Yeh, in contrast to the quote in the post under the cloaking section:
|A program such as md5sum or diff can compute a hash to verify that two different files are identical. |
Of course, the two aren't mutually exclusive, although I think there is an implication there.
--- Cloaking: Serving different content to users than to Googlebot. This is a violation of our webmaster guidelines. If the file that Googlebot sees is not identical to the file that a typical user sees, then ...---
So Can I decide who my users are? Some sites have their user base in US only. Some "Users" in US that are specifically located(IP based) and coming from a known COLO/Hosting Ranges get the same exact treatment as a users that is coming from(IP based) and searching(referral) for given sites' contact info and are coming from West Africa. First Click Suggestion does not apply here at all, sorry. Is there a term that applies to White Hat Cloaking? Oh, I now, Site Security!
That party line pile of nonsense has more holes than swiss cheese.
|Cloaking: Serving different content to users than to Googlebot |
Does that mean you're cloaking something different than the user sees?
Are sites that do this now at risk?
Also, I've seen those big domain parks target specific ads to their own properties just to Googlebot for ranking purposes opposed to the ads the domain parks were showing humans for making money.
Trying to prove they're cloaking those ads just to Google is the trick.
[edited by: incrediBILL at 10:50 pm (utc) on June 3, 2008]
Can't you use something like with the <noscript> tag instead of cloaking? I know it's an example but I'm sure most situations can be dealt with without checking someone's IP address or Browser user agent.
|Can't you use something like with the <noscript> tag instead of cloaking? |
Then you double up the size of your page load as my navigation is kind of large.
The point is it's Google trying to tell people how to run their websites. They don't own the web, we do, all our sites ARE the web, but they're trying to tell US how to do business online.
That simply rubs me the wrong way.
It has always been my understanding that while the rules are strict, google does not enforce them the same way - since there are quite a few legitimate reasons to "cloak", for example non-text-content. I don't remember which major site it was, but they were serving audio-recordings of shows to their users while serving transscripts of said shows to google. makes perfect sense from every angle.
plus, in my personal opinion, as long as google is not willing to support something similar to yahoo's robots-nocontent-attempt, it might be even in googles interest to have the webmaster decide what to show - you don't need your navigation indexed on every single page, esp. if you're using google's sitemaps program.
Always wondered about this scenario... particularly since there are allegedly no Google Data Centres in Oz (http://www.datacenterknowledge.com/archives/2008/Mar/27/google_data_center_faq.html [datacenterknowledge.com])
We have one customer who has both a .com.au and .com domain name.
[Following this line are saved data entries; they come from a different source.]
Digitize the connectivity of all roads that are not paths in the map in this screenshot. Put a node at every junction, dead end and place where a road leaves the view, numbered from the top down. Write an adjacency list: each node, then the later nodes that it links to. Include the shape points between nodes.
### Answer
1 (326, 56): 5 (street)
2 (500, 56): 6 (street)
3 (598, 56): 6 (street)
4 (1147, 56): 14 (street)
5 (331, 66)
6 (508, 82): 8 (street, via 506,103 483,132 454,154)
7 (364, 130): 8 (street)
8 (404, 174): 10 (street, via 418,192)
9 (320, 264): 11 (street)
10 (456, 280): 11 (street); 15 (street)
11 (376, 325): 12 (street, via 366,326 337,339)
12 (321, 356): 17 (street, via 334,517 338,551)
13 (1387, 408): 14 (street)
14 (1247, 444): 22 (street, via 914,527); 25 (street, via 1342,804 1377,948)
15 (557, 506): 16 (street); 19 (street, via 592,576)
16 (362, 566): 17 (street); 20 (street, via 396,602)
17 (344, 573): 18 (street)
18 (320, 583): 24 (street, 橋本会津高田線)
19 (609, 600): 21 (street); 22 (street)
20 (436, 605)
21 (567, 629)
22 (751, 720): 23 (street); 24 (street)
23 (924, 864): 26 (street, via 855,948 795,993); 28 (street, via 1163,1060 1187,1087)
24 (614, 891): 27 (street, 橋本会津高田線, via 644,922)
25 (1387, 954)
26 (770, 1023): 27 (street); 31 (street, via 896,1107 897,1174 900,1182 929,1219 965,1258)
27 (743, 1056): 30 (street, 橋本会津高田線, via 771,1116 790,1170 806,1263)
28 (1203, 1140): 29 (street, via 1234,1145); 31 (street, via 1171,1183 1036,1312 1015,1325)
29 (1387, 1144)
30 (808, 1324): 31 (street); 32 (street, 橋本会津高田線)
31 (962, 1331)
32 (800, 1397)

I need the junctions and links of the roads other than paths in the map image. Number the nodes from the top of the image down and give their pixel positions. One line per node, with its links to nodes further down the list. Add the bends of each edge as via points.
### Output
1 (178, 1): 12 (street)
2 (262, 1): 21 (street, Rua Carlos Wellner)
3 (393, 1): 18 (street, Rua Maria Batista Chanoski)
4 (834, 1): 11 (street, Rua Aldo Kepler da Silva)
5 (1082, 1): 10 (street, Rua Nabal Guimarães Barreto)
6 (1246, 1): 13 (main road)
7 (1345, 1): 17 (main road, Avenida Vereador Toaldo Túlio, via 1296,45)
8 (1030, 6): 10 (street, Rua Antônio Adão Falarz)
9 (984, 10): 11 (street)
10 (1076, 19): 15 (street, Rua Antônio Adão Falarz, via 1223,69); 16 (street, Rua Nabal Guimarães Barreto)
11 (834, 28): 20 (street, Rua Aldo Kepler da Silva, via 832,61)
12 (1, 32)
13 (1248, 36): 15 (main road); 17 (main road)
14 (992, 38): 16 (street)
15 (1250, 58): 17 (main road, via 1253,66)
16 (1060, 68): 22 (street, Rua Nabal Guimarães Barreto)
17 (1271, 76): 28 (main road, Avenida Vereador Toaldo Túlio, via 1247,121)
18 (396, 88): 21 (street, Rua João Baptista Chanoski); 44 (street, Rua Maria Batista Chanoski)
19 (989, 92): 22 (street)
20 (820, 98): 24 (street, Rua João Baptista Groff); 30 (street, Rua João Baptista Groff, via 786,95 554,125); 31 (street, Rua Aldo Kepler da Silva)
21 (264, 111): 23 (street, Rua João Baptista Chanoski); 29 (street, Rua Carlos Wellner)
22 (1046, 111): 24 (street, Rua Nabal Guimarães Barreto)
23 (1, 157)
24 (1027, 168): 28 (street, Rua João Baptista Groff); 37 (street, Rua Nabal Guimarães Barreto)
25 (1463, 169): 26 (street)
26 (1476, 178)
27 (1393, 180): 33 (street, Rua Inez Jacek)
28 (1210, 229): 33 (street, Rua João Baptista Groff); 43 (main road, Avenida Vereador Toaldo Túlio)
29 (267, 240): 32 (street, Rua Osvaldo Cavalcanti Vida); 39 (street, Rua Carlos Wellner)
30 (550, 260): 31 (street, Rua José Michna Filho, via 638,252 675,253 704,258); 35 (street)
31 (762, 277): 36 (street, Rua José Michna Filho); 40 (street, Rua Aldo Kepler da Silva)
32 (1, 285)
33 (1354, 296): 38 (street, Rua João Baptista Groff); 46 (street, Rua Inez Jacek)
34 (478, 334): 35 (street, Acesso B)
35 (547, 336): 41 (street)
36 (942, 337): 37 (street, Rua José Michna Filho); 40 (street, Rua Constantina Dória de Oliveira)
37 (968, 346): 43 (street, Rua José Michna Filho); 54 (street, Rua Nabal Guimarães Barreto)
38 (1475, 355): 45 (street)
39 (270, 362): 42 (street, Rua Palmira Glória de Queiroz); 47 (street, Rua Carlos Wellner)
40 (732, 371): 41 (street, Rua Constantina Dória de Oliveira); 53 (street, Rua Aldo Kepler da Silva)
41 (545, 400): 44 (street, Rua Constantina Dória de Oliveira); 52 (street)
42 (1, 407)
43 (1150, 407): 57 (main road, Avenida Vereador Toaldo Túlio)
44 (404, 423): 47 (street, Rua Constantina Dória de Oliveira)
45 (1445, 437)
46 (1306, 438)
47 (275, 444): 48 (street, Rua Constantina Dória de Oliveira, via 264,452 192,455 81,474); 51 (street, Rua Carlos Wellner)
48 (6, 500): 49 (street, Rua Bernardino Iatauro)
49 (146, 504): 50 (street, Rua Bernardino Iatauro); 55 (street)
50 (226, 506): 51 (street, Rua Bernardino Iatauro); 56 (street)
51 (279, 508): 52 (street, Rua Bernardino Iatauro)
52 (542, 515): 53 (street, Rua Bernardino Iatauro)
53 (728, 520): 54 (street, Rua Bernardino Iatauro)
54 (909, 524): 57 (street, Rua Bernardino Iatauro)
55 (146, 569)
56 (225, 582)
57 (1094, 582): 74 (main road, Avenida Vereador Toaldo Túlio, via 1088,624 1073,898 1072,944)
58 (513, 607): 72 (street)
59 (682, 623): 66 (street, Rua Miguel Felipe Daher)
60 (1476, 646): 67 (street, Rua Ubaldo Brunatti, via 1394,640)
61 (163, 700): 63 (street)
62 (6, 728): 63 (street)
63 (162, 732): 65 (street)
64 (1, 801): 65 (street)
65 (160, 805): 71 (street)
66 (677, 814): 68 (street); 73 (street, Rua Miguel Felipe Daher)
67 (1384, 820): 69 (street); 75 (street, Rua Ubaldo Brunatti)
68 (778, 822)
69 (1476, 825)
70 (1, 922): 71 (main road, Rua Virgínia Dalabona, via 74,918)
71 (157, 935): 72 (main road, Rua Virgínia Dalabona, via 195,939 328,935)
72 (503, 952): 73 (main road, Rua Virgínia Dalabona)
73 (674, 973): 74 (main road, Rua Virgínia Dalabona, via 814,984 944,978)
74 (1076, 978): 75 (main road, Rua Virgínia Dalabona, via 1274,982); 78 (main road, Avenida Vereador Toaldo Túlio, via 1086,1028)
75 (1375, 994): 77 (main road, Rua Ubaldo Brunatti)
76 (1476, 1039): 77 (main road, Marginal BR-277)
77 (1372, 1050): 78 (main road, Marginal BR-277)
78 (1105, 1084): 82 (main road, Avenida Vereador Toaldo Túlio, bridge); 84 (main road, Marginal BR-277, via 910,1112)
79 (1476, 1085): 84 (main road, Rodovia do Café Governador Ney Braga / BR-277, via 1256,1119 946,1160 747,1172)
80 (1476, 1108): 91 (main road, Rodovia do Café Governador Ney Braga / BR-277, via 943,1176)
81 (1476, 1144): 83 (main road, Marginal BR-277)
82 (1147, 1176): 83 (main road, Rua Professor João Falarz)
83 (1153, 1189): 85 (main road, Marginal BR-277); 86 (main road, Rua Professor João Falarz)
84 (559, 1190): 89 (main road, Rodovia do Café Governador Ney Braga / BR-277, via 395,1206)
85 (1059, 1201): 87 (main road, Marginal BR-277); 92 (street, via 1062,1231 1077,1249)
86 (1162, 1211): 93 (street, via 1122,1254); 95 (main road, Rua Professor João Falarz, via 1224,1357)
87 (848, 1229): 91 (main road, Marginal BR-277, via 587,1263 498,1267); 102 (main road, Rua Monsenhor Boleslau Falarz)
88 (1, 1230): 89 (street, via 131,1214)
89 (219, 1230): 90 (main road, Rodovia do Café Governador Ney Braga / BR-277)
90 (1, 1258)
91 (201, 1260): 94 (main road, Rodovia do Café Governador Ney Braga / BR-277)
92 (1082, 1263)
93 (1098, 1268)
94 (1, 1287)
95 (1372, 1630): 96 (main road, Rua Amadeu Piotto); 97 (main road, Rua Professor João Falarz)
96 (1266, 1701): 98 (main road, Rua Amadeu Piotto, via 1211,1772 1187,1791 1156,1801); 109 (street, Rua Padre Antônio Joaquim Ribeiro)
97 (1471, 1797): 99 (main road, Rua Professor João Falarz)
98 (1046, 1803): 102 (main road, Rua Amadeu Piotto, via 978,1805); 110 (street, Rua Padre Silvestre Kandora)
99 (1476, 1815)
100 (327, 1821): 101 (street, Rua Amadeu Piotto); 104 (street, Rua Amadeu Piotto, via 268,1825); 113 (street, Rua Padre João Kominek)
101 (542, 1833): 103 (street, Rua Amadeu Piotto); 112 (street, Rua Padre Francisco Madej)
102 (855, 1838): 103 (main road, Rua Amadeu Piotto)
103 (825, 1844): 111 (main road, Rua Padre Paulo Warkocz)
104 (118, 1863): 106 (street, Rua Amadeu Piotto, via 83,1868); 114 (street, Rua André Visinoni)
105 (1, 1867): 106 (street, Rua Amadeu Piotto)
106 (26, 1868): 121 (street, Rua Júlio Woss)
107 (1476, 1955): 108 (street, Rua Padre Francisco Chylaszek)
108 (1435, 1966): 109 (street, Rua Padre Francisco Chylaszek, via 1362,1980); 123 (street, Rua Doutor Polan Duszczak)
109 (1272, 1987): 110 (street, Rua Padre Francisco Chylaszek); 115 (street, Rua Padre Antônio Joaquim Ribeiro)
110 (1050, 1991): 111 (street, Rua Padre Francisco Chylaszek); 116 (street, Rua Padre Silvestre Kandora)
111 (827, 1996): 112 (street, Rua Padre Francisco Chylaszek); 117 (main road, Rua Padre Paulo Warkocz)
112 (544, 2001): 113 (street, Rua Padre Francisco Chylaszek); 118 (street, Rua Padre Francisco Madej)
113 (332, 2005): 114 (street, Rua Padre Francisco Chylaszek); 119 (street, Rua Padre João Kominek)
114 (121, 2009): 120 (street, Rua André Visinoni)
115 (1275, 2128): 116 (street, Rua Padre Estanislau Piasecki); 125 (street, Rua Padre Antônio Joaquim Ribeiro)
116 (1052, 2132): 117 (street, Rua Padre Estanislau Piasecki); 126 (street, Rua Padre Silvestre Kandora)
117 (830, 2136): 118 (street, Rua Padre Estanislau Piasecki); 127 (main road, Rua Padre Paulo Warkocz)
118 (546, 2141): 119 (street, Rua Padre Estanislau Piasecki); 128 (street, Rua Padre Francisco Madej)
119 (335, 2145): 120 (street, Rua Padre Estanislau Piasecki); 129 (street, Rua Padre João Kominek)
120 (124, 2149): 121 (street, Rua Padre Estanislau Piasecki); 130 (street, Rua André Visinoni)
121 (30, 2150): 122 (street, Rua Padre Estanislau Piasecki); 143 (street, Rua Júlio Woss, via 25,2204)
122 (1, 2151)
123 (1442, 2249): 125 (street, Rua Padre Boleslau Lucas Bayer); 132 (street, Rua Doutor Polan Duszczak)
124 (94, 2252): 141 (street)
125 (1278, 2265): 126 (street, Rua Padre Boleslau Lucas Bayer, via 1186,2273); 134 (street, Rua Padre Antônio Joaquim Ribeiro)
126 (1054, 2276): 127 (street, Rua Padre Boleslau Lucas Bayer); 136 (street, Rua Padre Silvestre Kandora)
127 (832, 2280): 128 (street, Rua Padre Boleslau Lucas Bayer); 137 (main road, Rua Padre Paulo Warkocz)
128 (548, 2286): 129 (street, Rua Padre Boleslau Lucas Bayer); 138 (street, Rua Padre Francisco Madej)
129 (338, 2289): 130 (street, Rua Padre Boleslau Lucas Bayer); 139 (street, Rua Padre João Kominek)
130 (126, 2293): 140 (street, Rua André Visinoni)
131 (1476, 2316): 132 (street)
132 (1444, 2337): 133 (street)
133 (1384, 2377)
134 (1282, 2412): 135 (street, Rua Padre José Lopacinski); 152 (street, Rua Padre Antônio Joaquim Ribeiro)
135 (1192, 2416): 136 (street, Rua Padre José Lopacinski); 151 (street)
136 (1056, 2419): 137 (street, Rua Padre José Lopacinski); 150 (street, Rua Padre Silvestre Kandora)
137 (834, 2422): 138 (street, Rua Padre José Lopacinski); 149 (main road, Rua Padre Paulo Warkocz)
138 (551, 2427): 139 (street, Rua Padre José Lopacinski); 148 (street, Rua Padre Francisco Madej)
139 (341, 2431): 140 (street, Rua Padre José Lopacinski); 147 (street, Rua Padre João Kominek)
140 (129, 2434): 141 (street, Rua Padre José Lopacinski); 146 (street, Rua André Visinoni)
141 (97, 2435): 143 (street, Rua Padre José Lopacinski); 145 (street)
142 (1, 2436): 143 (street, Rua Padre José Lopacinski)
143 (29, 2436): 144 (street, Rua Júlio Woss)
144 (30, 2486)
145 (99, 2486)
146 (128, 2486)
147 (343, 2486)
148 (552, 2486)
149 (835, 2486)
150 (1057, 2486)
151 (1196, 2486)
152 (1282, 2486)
They asked us about the following:
•301ing IPs originating in Australia from the .com to the .com.au site, and
•301ing IPs originating outside of Oz from the .com.au to the .com site
If all of Google’s DCs are out of Oz, none of the GoogleBots would have an Australian IP number based on our IP geo-targeting database.
So…. Assuming GB never has an Aussie IP, we would never have the .com.au site crawled.
If we don’t serve a 301 to a user agent of ‘bot’ then we could be mis-interpreted as cloaking….
Has anyone else ran into this scenario?
[edited by: tedster at 9:57 pm (utc) on June 10, 2008]
[edit reason] make link clickable [/edit]
|they're trying to tell US how to do business online. |
I do understand the feeling here, Bill, especially these days with Google such a dominant presence. But really, they're only telling us how to do business IF we want their free help. We are always free to build an online business that has nothing to do with Google. We just need a business model that can work.
I *have* to trim output for all bots because they are more than 90% of my traffic load. So I generally give all bots including G a 'lite' version of the page (very similar to the 'lite' mode a user can explicitly request for their session).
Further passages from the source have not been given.